▸ **Description of the task**
State the number of lines in these records that include the word "paths", and add nothing to it.
======== Excerpted records ========
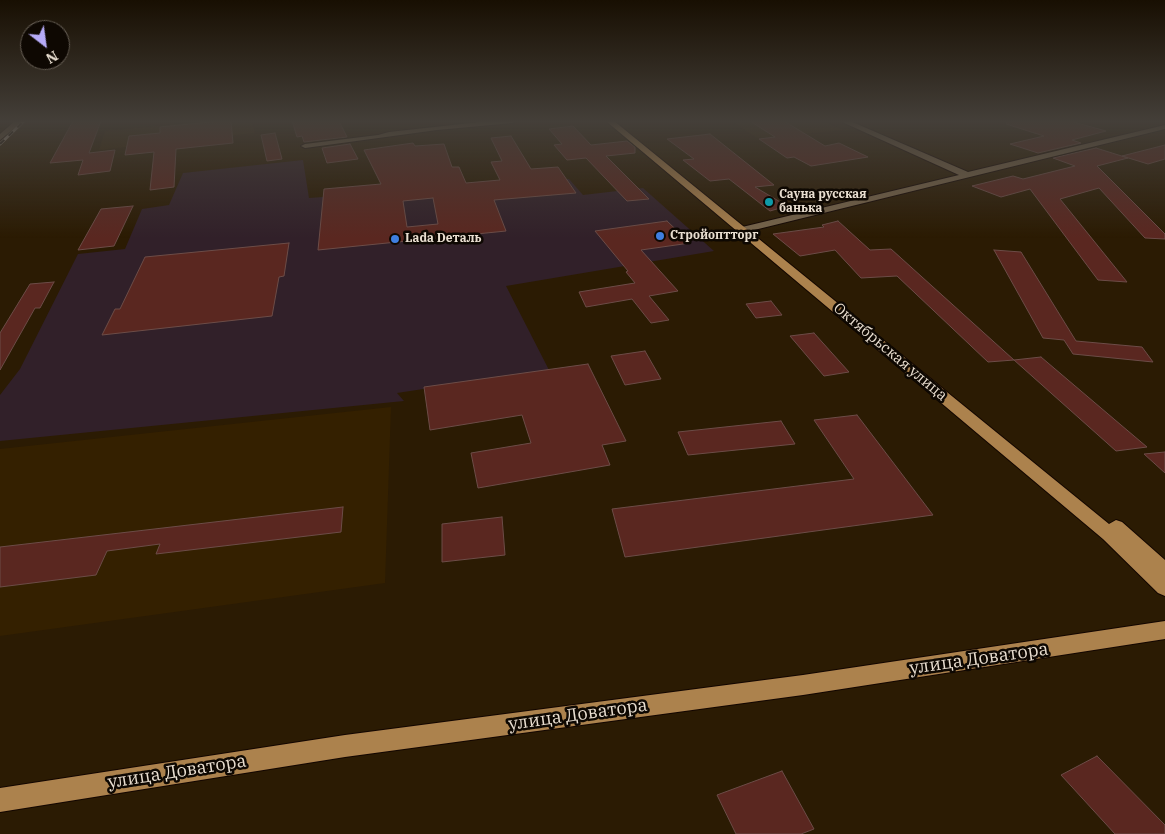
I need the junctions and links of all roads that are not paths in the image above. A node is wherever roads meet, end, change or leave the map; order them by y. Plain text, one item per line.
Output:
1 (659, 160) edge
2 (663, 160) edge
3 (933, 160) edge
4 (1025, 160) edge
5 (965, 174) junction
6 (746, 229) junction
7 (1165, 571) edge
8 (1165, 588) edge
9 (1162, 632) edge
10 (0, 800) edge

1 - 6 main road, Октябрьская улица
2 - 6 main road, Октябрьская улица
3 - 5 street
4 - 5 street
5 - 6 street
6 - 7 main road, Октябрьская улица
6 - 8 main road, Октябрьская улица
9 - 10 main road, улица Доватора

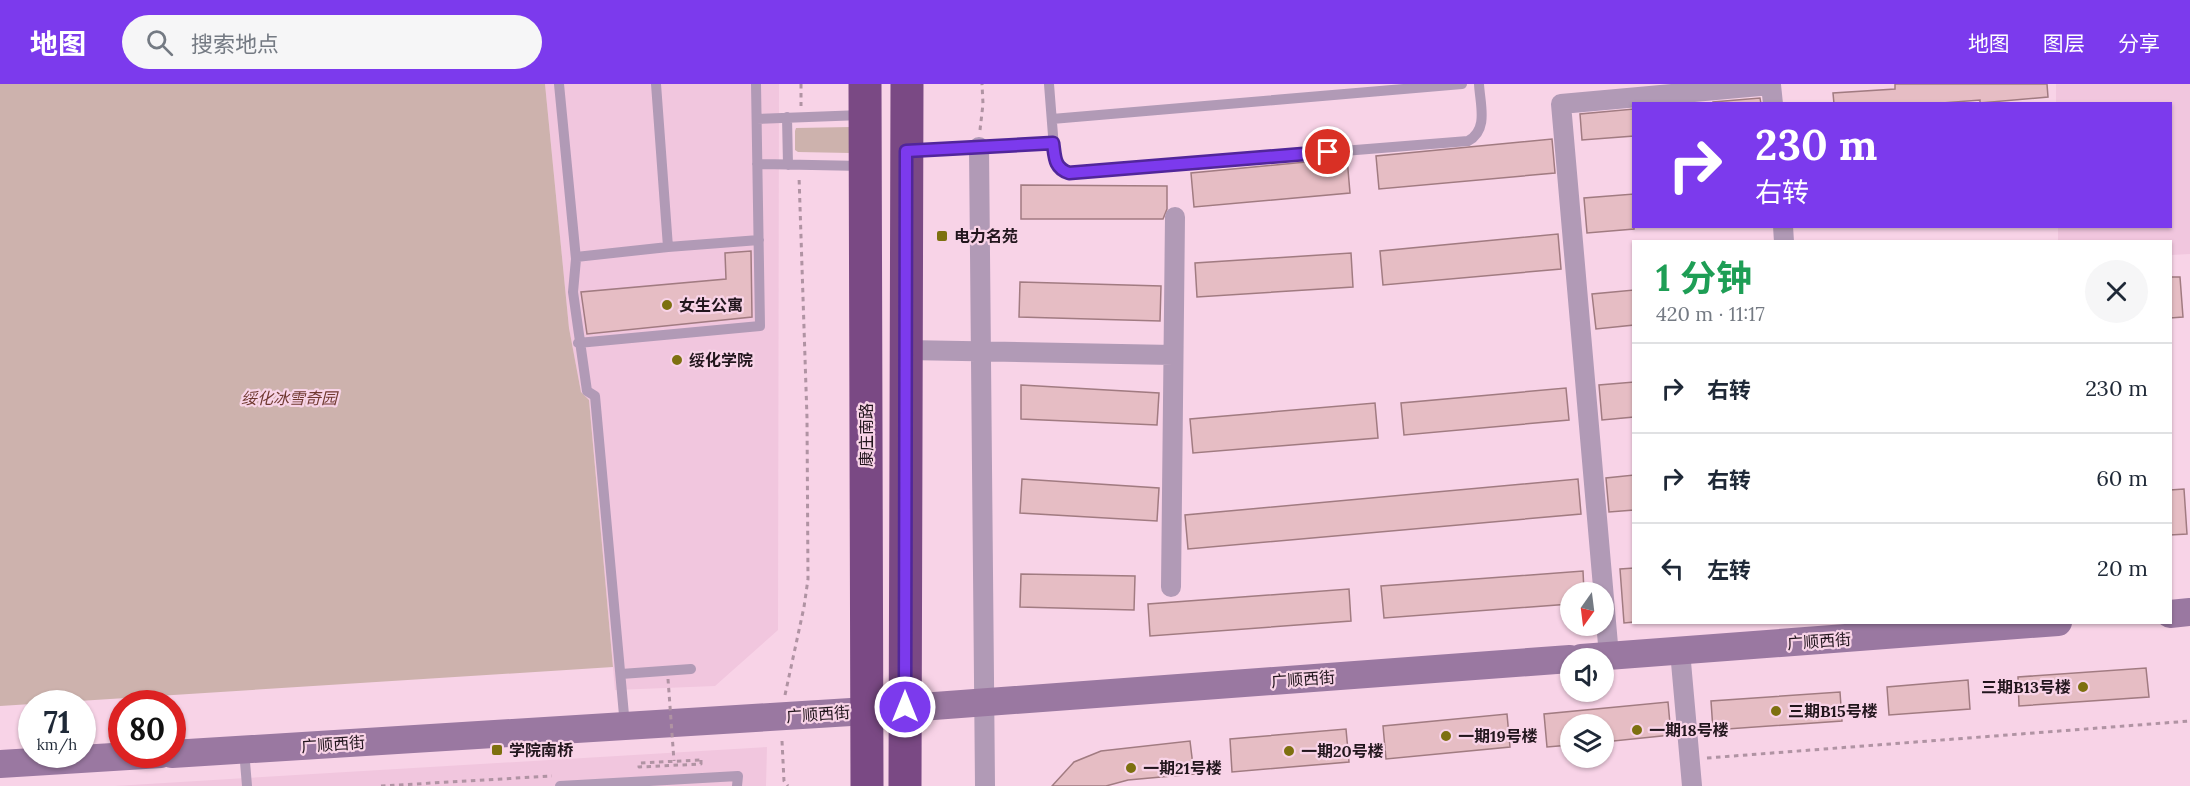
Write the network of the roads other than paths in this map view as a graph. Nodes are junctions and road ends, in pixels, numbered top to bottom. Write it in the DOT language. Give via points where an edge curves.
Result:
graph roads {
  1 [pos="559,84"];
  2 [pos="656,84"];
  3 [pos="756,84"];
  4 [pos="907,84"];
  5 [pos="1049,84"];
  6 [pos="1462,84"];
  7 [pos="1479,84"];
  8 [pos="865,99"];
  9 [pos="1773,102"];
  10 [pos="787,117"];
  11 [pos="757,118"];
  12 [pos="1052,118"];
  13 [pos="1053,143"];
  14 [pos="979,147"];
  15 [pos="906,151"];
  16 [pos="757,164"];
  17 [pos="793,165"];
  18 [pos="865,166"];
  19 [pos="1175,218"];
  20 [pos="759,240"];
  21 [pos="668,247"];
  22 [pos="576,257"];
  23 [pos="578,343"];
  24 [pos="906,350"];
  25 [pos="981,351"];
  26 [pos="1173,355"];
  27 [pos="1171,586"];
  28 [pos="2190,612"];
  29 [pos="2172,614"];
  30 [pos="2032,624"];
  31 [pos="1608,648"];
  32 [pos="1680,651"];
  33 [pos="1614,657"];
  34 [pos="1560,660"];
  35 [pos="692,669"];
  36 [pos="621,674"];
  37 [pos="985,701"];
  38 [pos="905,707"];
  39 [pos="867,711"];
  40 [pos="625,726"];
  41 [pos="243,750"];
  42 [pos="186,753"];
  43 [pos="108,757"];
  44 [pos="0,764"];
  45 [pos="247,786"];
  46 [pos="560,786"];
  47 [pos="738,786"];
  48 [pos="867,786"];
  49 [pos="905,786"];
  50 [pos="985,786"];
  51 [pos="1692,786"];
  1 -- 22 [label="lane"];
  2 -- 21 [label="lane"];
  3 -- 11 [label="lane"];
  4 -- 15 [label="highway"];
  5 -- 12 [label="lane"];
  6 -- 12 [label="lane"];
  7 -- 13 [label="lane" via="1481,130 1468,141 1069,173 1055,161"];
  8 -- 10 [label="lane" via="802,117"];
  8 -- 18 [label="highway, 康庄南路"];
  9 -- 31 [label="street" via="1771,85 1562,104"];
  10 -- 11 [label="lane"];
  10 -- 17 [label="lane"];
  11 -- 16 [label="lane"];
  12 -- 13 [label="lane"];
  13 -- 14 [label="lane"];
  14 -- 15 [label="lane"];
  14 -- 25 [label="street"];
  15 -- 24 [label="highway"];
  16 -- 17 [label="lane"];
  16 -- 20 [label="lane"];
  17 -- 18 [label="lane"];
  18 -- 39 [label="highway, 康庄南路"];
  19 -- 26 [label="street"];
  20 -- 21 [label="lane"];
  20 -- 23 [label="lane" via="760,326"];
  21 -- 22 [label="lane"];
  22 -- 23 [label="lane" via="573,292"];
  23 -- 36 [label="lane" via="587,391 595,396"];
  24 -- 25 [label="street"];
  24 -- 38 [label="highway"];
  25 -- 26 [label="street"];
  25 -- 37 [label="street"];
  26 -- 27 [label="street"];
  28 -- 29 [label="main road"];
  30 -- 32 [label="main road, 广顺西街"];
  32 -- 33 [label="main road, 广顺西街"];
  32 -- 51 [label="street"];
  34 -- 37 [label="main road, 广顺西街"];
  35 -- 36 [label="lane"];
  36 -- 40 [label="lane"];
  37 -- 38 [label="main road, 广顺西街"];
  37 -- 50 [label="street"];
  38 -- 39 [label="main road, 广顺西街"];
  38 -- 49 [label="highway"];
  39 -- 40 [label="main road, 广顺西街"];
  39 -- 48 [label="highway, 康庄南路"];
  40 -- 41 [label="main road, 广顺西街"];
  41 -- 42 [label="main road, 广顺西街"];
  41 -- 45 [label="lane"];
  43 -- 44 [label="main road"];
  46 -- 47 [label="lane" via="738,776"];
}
========
▸ **Response to the task**
2